Once you’ve purchased a room? Well, you have to place it in your castle, naturally. But it’s not as easy as it might seem. See, these rooms aren’t just boring squares which form a nice mosaic once laid together. You’ve got big circles and little circles, long rectangles and tiny squares…all in all there are 12 different shaped rooms that you can wind up with. But just throwing them somewhere isn’t an option, either. You need to line up doors, make sure that you can still get IN your castle, and keep the upstairs and downstairs rooms on their own levels.
And it’s FUN to do this. I mean, really fun. The rooms have names to add even more to the thematic brilliance that this game provides. While you might imagine a Nap Room in a castle, you probably don’t picture it being right next to the Meat Locker and just upstairs from the Bottomless Pit.

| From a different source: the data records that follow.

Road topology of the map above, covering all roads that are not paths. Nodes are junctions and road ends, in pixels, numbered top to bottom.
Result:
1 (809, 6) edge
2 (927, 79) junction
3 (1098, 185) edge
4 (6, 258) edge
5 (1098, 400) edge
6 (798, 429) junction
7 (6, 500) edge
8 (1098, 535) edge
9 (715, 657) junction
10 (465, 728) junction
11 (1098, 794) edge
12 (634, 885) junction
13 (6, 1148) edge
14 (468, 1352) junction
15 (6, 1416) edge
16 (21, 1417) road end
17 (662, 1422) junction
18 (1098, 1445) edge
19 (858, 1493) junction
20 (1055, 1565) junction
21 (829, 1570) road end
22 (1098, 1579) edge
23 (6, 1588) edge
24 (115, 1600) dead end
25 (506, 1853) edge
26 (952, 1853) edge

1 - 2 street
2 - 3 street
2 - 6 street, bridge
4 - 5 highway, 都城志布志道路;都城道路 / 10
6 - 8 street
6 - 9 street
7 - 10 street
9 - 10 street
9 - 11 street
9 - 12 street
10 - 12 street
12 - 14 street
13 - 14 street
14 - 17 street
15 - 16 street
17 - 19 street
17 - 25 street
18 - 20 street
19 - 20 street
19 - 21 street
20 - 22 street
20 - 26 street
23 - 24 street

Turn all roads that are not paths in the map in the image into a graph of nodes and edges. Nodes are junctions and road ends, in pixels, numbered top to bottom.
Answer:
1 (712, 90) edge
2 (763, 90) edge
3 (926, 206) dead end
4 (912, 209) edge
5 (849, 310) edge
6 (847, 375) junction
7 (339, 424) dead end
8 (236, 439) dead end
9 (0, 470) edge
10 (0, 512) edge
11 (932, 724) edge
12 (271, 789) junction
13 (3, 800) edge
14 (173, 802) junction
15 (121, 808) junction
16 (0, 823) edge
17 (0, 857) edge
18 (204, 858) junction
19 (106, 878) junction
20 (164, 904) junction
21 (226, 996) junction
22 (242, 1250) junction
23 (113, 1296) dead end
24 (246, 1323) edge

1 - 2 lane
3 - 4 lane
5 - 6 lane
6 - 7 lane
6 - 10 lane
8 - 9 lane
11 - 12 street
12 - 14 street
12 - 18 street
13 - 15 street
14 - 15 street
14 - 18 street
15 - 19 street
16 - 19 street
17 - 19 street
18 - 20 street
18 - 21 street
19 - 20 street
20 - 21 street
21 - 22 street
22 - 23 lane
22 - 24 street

“Right, well I needed that nap. I think a nice slab of cheese would hit the spot right now. Strange, I don’t remember these stairs going to the meeeeeeeeeeeeeeeeeeeeeeeeeeeeeeeeeeeeee…….”
Who wants a mold room in their castle? No one, right? That’s probably why it’s in the cellar…but did you have to tuck it next to your lovely Venus Grotto? What are your guests going to think when they row out into the grotto and notice a fine layer of fungus on both shores?
Fun aside, the gameplay itself is very satisfying. On your turn as Master Builder you’re trying to determine exactly how much you can squeeze out of your opponents, while still getting yourself the building you want. The bonus cards and favor tiles give you a goal to build towards, especially when they work well together. Even if you can’t immediately work towards a goal, each type of room provides a different bonus to you once it is completed: everything from scoring a room a second time to getting another turn. These bonuses will sometimes turn the tide and give you a much needed boost in either income or points. The puzzle
My only criticisms are minor. The box is a bit roomy for what you’re given, and the room and scoring boards are a bit on the thin side. But nothing which I would say will prevent you from enjoying the hell out of this game.
All in all, I would highly recommend Castles of Mad King Ludwig. It’s rare that we’ll find a game which is able to successfully inject a little silliness into our game sessions while still providing a solid base of gameplay. Rare is the time where you don’t find yourself laughing at the monstrosity of a castle that you’ve built, wondering who in their right mind would put the Queen’s Bedroom right off the Singers’ Chamber and just downwind of the Meat Locker?
Now if you’ll excuse me, I’ve got a castle to build.